The average local teacher, therefore, not only spends several years on a limited income while studying, but must also continue to pay back loans used to finance that study as they progress in their careers. This reciprocal payment for education is an important factor to compare against workers in grocery stores, where workers currently enjoy benefits from day one, despite the vast majority of positions requiring only basic education and minimal qualifications.
Far from begrudging grocery workers in their battle for their benefits, teachers would seem to support them in their fight.
"I'm for them having good benefits and a good quality of living," Bishop said. "If nothing else, the more people that demand a better quality of life, the more likely it is to snowball towards the rest of society."
Bishop's opinion represents one of the chief reasons for the support many people feel for the strikers, even when their own benefits are less substantial or harder won. The grocery workers' dispute has implications for many other unions across a variety of industries and professions.
As Pesta of the teachers union puts it, the UFCW struggle "is our struggle. We will be facing the same fight come next spring."
The contract Pesta and his union negotiated three years ago is up for reevaluation next year, and he is sure health benefits will be on the chopping block.
Professor Miller argues that it is not only teachers who have a vested interest in seeing grocery workers succeed. For him, the strikes are about much more than a simple dispute between workers and their employers-they raise vital questions about the labor market and about the way that America's economy is shaping up.
A recent article in The New York Times made the claim that "The Wal-Martization of the workforce, to which other low-cost, low-pay stores also contribute, threatens to push many Americans into poverty." Miller agrees and stresses that the only measure that should be used to decide if workers' pay and benefits are reasonable is whether that wage is one that the workers can be reasonably expected to live on. As such, he views the role of unions as a vital ethical counterweight to an economy that has steadfastly marched to a conservative beat for the last few decades.
"The right [wing] in America has been so successful in getting the public to agree with a viewpoint that is not in their interests," Miller said, "that the case for mandating the labor market has become stronger and stronger."
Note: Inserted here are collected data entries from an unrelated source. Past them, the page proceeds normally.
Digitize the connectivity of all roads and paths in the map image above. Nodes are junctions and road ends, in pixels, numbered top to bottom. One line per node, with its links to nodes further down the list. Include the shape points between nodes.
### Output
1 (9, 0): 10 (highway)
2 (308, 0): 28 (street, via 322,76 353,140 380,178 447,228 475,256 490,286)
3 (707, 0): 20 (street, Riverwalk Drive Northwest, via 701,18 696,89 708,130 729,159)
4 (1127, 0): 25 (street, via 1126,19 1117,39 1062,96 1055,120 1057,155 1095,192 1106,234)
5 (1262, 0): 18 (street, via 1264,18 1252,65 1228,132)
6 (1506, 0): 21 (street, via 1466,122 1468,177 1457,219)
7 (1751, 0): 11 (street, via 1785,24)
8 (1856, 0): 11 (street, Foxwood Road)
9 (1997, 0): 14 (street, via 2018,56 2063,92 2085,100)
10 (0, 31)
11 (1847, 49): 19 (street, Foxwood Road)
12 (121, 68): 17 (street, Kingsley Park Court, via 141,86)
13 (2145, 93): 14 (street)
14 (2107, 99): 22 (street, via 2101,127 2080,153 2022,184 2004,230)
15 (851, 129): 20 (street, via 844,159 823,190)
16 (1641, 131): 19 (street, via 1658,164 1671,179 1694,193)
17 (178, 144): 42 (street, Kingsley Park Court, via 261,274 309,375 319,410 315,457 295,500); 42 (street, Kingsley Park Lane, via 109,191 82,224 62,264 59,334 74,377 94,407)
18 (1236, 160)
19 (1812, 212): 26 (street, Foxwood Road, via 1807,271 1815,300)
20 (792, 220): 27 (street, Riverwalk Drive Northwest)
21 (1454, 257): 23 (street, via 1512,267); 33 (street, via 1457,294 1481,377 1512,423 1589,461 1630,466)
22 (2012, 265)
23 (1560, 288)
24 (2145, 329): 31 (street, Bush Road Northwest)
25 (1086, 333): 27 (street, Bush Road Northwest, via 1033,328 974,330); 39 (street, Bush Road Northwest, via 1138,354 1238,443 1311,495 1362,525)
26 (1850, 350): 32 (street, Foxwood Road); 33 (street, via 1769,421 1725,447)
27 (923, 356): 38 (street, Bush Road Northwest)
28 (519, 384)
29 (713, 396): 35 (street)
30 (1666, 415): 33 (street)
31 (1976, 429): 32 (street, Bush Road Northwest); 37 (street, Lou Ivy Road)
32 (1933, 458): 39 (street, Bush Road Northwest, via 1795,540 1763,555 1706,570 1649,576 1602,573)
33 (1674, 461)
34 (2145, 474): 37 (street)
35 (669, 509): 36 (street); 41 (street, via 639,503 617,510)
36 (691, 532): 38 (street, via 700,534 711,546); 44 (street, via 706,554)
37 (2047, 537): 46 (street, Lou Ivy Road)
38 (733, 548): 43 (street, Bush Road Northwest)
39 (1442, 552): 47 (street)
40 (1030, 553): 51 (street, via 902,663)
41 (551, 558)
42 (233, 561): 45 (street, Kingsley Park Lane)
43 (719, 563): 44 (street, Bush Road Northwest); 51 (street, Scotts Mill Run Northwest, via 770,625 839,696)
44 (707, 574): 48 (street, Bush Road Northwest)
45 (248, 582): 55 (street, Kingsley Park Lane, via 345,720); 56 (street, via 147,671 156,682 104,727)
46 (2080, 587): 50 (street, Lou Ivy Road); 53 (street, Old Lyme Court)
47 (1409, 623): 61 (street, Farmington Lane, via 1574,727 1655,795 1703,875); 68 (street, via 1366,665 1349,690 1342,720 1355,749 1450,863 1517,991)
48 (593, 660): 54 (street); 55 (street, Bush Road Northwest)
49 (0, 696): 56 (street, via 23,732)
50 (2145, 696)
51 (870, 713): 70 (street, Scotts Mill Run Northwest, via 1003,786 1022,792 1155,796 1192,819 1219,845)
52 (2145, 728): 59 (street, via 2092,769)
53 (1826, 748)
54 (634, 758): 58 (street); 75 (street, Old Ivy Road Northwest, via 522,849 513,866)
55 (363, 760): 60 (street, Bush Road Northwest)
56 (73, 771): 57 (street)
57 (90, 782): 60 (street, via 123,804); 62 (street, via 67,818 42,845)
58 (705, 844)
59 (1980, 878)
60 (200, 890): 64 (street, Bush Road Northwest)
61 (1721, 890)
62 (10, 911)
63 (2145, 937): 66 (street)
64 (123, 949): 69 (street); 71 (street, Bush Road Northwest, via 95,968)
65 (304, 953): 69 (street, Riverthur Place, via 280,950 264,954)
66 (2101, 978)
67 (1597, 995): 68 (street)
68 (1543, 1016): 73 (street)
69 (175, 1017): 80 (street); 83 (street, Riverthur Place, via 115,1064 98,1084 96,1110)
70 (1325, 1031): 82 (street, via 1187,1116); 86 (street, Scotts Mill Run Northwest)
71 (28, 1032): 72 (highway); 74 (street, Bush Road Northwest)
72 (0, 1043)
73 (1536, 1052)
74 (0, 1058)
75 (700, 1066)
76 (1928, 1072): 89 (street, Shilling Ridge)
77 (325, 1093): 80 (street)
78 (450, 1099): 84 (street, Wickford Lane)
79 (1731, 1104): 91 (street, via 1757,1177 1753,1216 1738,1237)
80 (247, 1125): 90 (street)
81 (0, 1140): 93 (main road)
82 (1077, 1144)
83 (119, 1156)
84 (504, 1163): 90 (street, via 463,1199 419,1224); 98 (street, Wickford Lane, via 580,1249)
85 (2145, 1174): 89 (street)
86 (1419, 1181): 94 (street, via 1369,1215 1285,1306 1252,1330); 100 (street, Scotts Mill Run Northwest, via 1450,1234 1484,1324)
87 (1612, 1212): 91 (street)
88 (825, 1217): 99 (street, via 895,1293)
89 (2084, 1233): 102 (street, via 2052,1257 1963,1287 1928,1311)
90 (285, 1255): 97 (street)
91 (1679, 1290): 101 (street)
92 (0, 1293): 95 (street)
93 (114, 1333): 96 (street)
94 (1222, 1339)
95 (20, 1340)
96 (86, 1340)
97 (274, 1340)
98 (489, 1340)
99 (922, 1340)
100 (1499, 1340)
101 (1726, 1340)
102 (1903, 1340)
As such, the debate cuts to the very core of society. This is not just about a few thousand workers losing out on their benefits, but instead can be seen as a snapshot of Southern California's political and economic makeup. Miller makes the case that many Californians have simply "given up" the struggle against the seemingly unstoppable march of Big Business, so that most workers in this state are simply of the opinion, What can I do?
"In the long run," he said, "it's simply not in anyone's interests to create the sort of economy we are creating."
Butch is very clear about what he can do, and just how he is going to do it. As he looks up with his light brown, weathered face, he pauses for reflection before rolling up his sleeve on his right forearm. Beneath his shirt is a vicious scar."My wife donated a kidney to me, he said. "If it wasn't for my benefits, I would still be on dialysis right now. In the last three years, these chains have tripled their profits each year, and you ask me if I'm going to fight? We're not in this to get anything more than what we think is reasonable, and we know we will have to fight for a little at a time... but they won't break us-no way!"